Russia’s NIIAR to become international research centre

29 August 2016


Russia and the International Atomic Energy Agency are to sign an agreement recognising the Research Institute of Atomic Reactors (NIIAR) in Dimitrovgrad as an international research centre during the 60th Annual Regular Session of the International Atomic Energy Agency (IAEA) General Conference to be held in Vienna in September. This was unveiled by NIIAR’s director, Alexander Tuzov, at the meeting with Ulyanovsk Region governor Sergey Morozov and the business community of Dimitrovgrad, according to a NIIAR statement of 22 August. The basis of the centre will be the new MBIR (multipurpose sodium-cooled fast neutron research reactor) under construction at NIIAR. Russian regulator Rostechnadzor issued a construction licence for MBIR in May 2015.

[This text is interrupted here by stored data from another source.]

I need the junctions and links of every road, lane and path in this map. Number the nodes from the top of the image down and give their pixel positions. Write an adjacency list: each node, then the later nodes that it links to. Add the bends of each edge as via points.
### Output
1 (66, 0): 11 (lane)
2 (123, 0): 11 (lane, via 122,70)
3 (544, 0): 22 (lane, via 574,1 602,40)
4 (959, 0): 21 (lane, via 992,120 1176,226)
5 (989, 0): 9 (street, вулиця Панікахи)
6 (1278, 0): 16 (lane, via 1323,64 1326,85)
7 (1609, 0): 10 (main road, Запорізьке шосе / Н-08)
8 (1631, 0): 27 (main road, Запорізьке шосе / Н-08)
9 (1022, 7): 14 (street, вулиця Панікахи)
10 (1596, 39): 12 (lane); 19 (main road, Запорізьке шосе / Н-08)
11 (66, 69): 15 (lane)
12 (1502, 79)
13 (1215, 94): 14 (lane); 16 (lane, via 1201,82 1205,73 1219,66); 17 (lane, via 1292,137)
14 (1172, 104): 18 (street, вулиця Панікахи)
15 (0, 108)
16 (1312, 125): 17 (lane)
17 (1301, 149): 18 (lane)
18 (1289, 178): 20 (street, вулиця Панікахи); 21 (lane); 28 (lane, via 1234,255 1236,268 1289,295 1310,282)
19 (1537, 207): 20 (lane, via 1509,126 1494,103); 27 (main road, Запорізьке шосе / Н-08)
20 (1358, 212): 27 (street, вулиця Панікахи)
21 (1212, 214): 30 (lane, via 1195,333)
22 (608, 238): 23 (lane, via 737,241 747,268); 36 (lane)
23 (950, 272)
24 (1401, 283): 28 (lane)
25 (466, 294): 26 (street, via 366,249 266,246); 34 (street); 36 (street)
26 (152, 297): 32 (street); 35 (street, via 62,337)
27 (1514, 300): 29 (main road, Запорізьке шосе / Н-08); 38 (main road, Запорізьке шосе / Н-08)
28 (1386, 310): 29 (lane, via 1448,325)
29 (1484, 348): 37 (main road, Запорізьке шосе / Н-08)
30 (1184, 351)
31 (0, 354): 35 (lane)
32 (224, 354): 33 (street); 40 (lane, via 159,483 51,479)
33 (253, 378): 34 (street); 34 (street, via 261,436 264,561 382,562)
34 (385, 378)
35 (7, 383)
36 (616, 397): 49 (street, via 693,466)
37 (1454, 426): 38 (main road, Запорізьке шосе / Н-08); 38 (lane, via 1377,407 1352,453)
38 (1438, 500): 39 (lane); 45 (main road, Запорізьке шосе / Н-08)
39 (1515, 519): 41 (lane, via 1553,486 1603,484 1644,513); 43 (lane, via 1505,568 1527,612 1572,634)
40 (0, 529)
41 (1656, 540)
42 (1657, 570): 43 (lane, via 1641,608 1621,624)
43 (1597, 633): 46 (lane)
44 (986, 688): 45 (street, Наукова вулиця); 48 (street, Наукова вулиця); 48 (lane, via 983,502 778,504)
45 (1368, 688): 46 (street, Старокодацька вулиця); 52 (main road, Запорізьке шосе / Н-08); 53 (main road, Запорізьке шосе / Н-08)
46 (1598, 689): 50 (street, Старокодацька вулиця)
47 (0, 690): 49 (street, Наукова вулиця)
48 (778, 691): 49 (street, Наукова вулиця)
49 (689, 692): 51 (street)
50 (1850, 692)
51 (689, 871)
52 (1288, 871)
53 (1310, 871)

This July a special audit was carried out at NIIAR, during which the IAEA commission assessed the experimental capabilities of the institute, arrangements for work with foreign customers, and the infrastructure of Dimitrovgrad, Tuzov said. At the 2011 regular session of the IAEA General Conference, Russian state nuclear corporation Rosatom proposed setting up an international centre based on MBIR. In June 2013 Rosatom, the US Department of Energy and the French Alternative Energies and Atomic Energy Commission (CEA) signed an agreement on cooperation in the establishment of the MBIR International Research Centre (IRC). Rosatom’s deputy director general and director for investment management Vyacheslav Pershukov told journalists in Deptember 2015 that South Korea, Japan, China, and the Czech Republic had expressed interest in the project.

On 24 August the Ulyanovsk regional government announced plans to make Dimitrovgrad one of Russia’s leading scientific and industrial centres by 2030.

"The development programme of the city comprises three areas: the formation of an industrial park, the development of a regional medical industry centred on the Federal Centre for Medical Radiology and the high-tech projects of the nuclear industry," a statement said. The first deputy chairman of the regional government, Alexander Smekalin said there were plans to attract more than RUB10bn ($154m) of private investment and to invest RUB1bn on new infrastructure, which would ensure the creation of 6,000 new jobs by 2020.